Le capital de sympathie dont notre pays a bénéficié dans le monde entier à la faveur de cette magnifique révolution, nous sommes appelés à le préserver et le soutenir. Car il sera demain le garant de notre estime, aussi bien dans le bassin de la Méditerranée -notre environnement immédiat, que dans le reste du monde.
Continuons donc dans cette voie et ne cédons en aucun cas ni à la haine ni à la violence. Tous les citoyens, y compris les adhérants au RCD, sont tunisiens à part entière: leurs vies, leurs biens, leur dignité à tous sont sacrés au même titre que la révolution qui catalyse notre espoir.
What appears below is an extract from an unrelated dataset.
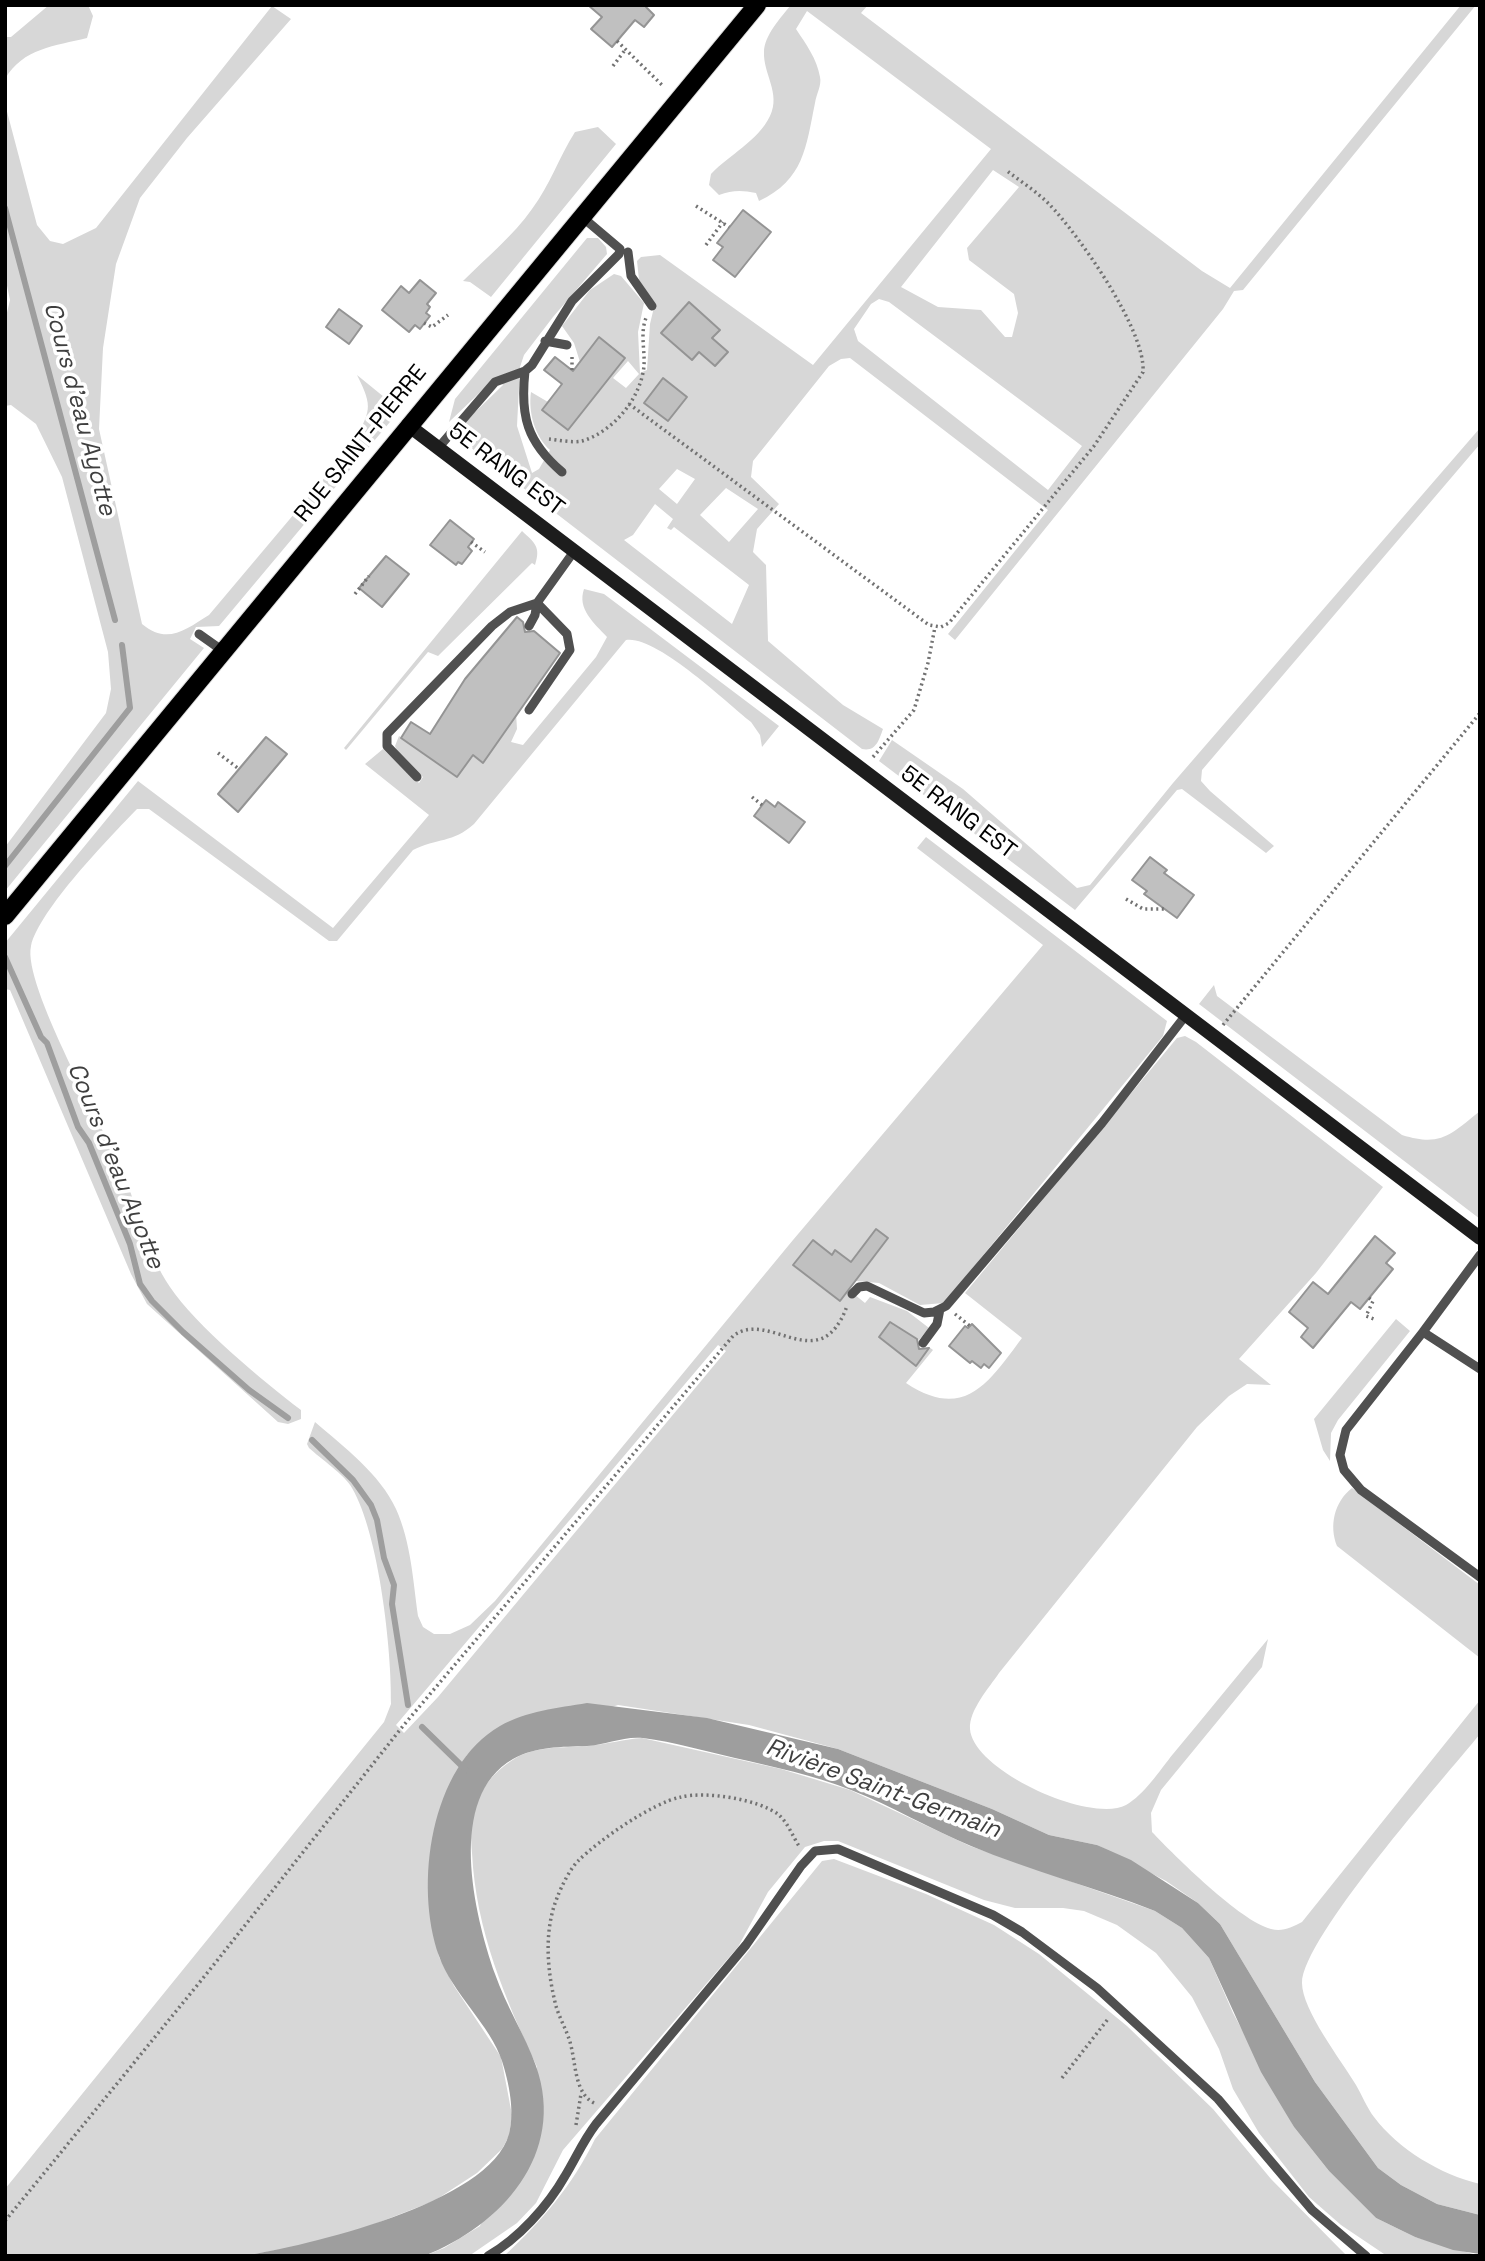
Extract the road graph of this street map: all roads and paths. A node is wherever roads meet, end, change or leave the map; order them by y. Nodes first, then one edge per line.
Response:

C'est dire que la dissolution du RCD que nous devons réclamer et réaliser sans concession aucune ne signifie pas guerre contre les rcédistes. S'il y a des criminels dans ce parti, et il y en a incontestablement, il n'appartient à aucun citoyen de s'ériger en juge, ni en son propre nom ni au nom du pays, pour faire justice lui-même. Seuls les tribunaux compétents sont habilités le moment venu à juger les justiciables. Et quoi qu'il en soit, nous qui avons tant souffert de l'arbitraire et de l'oppression sous Ben Ali ne pouvons admettre que d'autres tunisiens, parce que différents et politiquement d'un autre bord, subissent les mêmes torts dans la Tunisie nouvelle. Tout accusé est présumé innocent jusqu'à preuve de sa culpabilité: voilà un principe de droit universel duquel nous ne devons jamais nous écarter.